The fourth and fifth scenes are basically wordless. At the beginning of the fourth scene, the mysterious woman leaves, and the luminous beings appear. These parts are played by the dancers, and although they never speak, we hear their strange alien speech as part of the electronic music. Speakers behind the audience, which have up to this point never been used, start sounding, and the ethereal voices travel around the room. The luminous beings are dressed in bodysuits, and every inch of skin – on hands, feet, neck, and face – is painted in psychedelic patterns with flourescent bodypaint. Furthermore, they wear strands of electroluminescent wire, so that when the lights are black, we see them as blue lines moving through space. At first they move slowly, and the man is entranced by them. They move around him, and speak to him, and they won't let him touch them. Finally, they make him sit on the floor, and they dance for him. After the first dance of the luminous beings, the blacklights are turned on, and the room is transfigured; patterns emerge across ceiling and walls, and the beings truly glow.


In the fifth scene, the luminous beings leave, and the world becomes frightening; the man is lost, confused, cold, and scared. Eventually, the luminous beings and the mysterious woman return, but are now sinister in aspect. Their voices are transformed into demonic laughter, and they begin slowly, to dance around the man, in circles. This dance speeds up until it becomes a wild frenzy, with the mysterious woman singing at him accusingly in a language he cannot understand. As the music and energy build, the lights dim, until there is cacophony and blackness. Then, abruptly, the music stops and the whole performance space is flooded with blindingly bright white light. The man falls to his knees, stares at something above the audience, and says "It's so beautiful." The lights dim, and a soft electronic music plays. A luminous being enters, whispers her strange language in his ear, and takes the man's head on her lap.
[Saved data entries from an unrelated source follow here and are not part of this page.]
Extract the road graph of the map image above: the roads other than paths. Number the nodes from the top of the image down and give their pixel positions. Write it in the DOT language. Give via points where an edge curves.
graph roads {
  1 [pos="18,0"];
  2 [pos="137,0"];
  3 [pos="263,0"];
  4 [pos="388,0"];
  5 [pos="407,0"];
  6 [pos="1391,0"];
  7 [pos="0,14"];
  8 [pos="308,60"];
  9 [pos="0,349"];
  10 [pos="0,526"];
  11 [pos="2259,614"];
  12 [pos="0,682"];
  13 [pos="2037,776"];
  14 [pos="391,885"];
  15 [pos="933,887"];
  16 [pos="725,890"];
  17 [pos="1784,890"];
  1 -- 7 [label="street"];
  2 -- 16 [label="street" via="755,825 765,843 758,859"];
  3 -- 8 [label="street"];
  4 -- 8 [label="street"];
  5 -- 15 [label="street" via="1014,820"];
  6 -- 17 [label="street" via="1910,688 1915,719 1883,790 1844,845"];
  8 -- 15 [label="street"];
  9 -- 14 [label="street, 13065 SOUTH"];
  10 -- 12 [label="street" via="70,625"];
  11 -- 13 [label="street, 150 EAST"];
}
He sleeps.
Following the fifth scene is the second ritual. Here the mysterious woman conducts a ritual paralleling the first one. The luminous beings stand around the audience, playing singing bowls. Musically, this ritual is a fragmented echo of the first one.
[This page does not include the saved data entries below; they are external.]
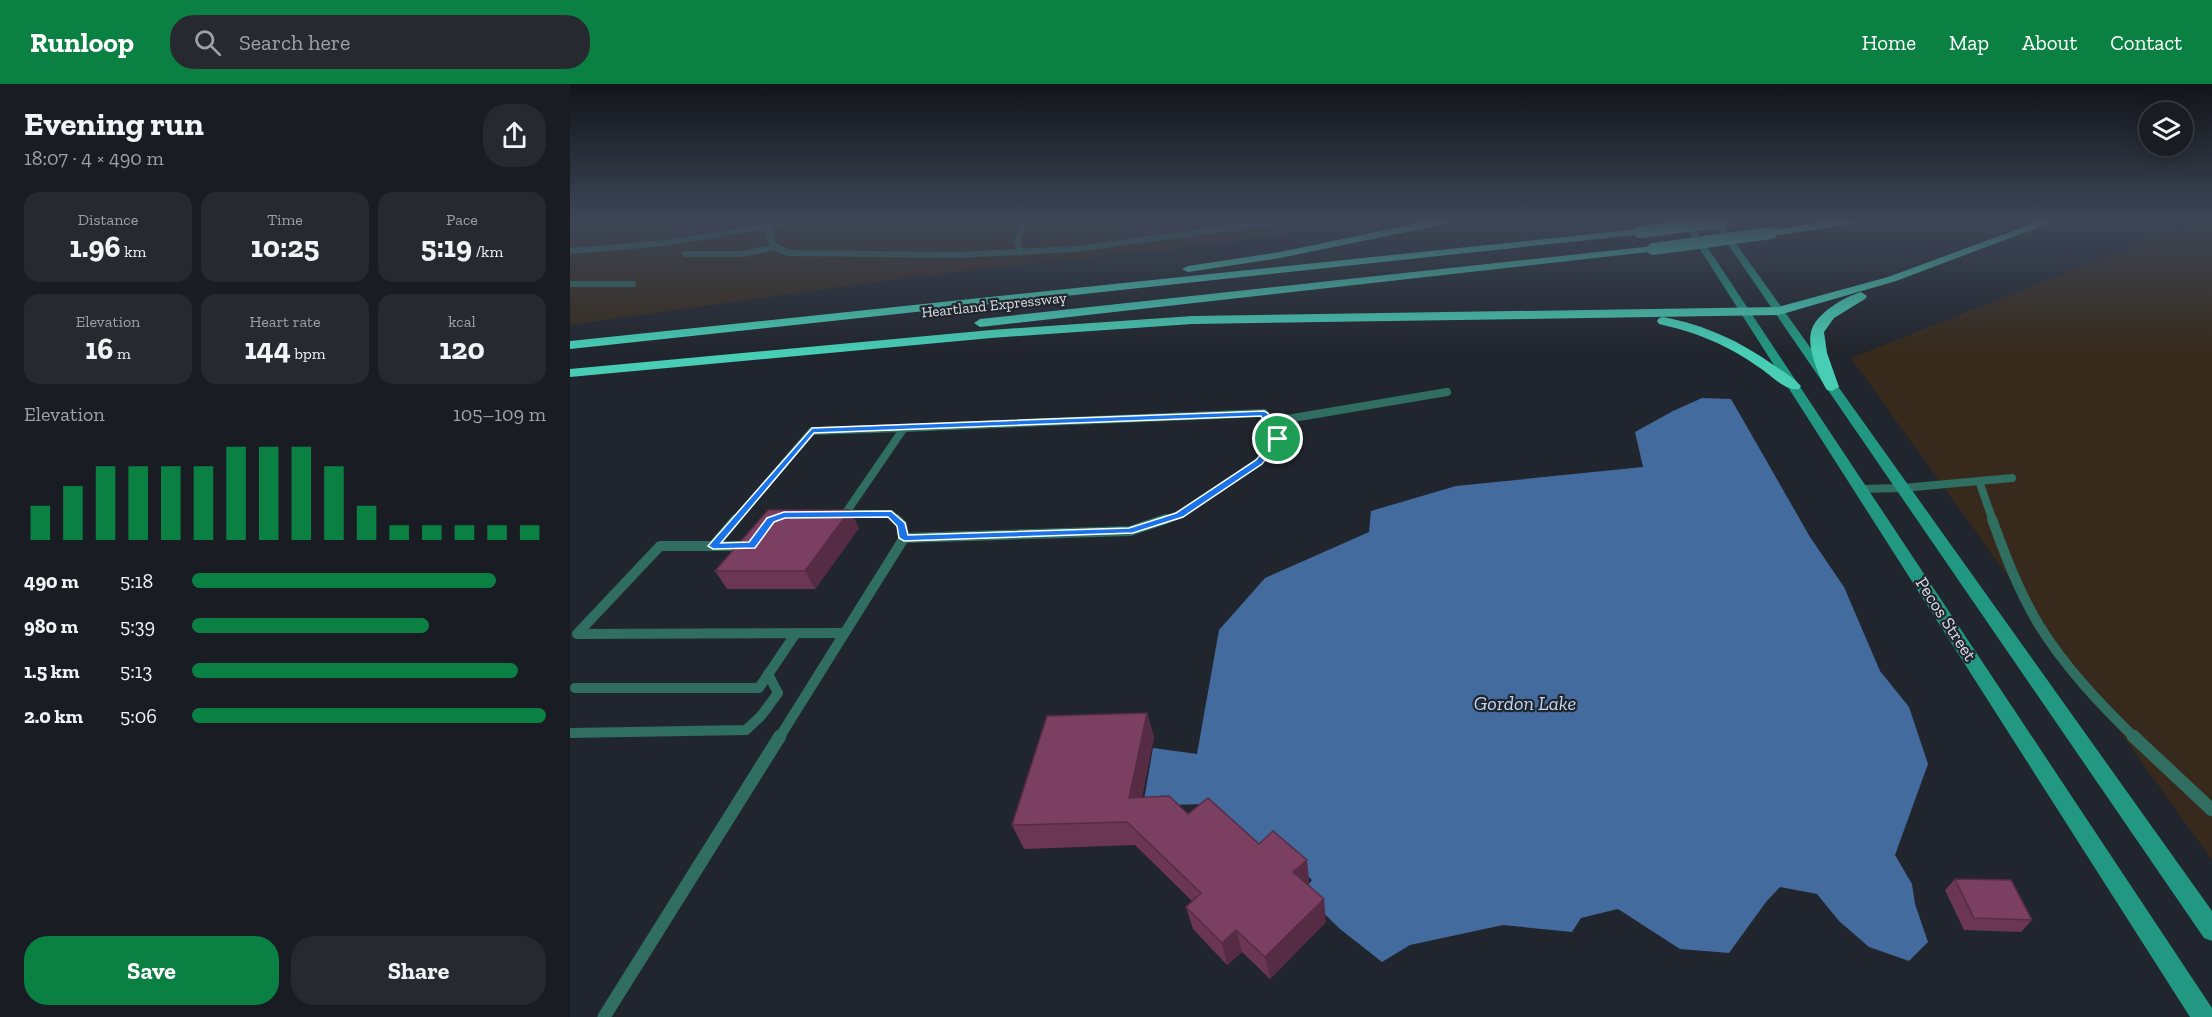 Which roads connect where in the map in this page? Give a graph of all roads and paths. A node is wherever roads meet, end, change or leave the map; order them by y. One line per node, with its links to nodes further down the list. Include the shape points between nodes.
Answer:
1 (1221, 265): 13 (highway)
2 (1329, 265): 13 (highway, Heartland Expressway, bridge)
3 (1510, 265): 14 (highway, Heartland Expressway, bridge, via 817,340)
4 (1714, 265): 11 (main road, Pecos Street)
5 (1746, 265): 10 (main road)
6 (1931, 265): 7 (highway)
7 (1892, 279): 10 (highway); 16 (highway, via 1820,322 1816,345)
8 (570, 284): 9 (lane)
9 (633, 284)
10 (1779, 311): 11 (highway); 16 (main road)
11 (1745, 313): 12 (highway); 15 (main road, Pecos Street)
12 (1556, 314): 14 (highway, via 1145,322); 15 (highway, via 1647,320 1697,329 1734,343)
13 (570, 344)
14 (570, 373)
15 (1794, 386): 23 (main road, Pecos Street)
16 (1832, 387): 22 (main road)
17 (1447, 392): 18 (lane)
18 (1269, 422): 19 (lane, via 1264,413); 27 (lane, via 1278,439 1259,462 1179,515 1140,528)
19 (904, 428): 25 (lane); 28 (lane, via 812,431)
20 (2012, 477): 21 (lane)
21 (1979, 481): 22 (lane); 34 (lane, via 2002,548 2038,624 2070,670)
22 (1903, 488): 23 (lane); 35 (main road)
23 (1861, 489): 37 (main road, Pecos Street)
24 (825, 514): 25 (lane)
25 (846, 514): 27 (lane, via 891,514 902,525)
26 (758, 537): 28 (lane, via 752,546)
27 (904, 538): 30 (lane)
28 (713, 546): 29 (lane, via 660,546 577,634)
29 (796, 633): 30 (lane); 31 (lane)
30 (844, 633): 36 (lane)
31 (768, 674): 32 (lane, via 759,688); 33 (lane, via 778,693 746,730)
32 (575, 687)
33 (570, 733)
34 (2212, 810)
35 (2212, 930)
36 (604, 1017)
37 (2204, 1017)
In the sixth scene, we are back in reality – or almost back. We are in the coffee shop again, and the man is talking to the same woman that he saw in the first scene. She had been very worried about him, as he disappeared for several days right after their last meeting. He tries to explain to her what happened, but the memories are difficult for him to hold on to. The experience has changed him somehow, but it is hard to articulate how. During his speeches, the mysterious woman enters unseen, and stands behind him, singing wordlessly. She retreats after a bit, and returns, now visible, wearing a waitress's apron. She asks the man and his friend whether they would like anything more to drink. The man is struck by her appearance, but her response to him is ambiguous. The show ends.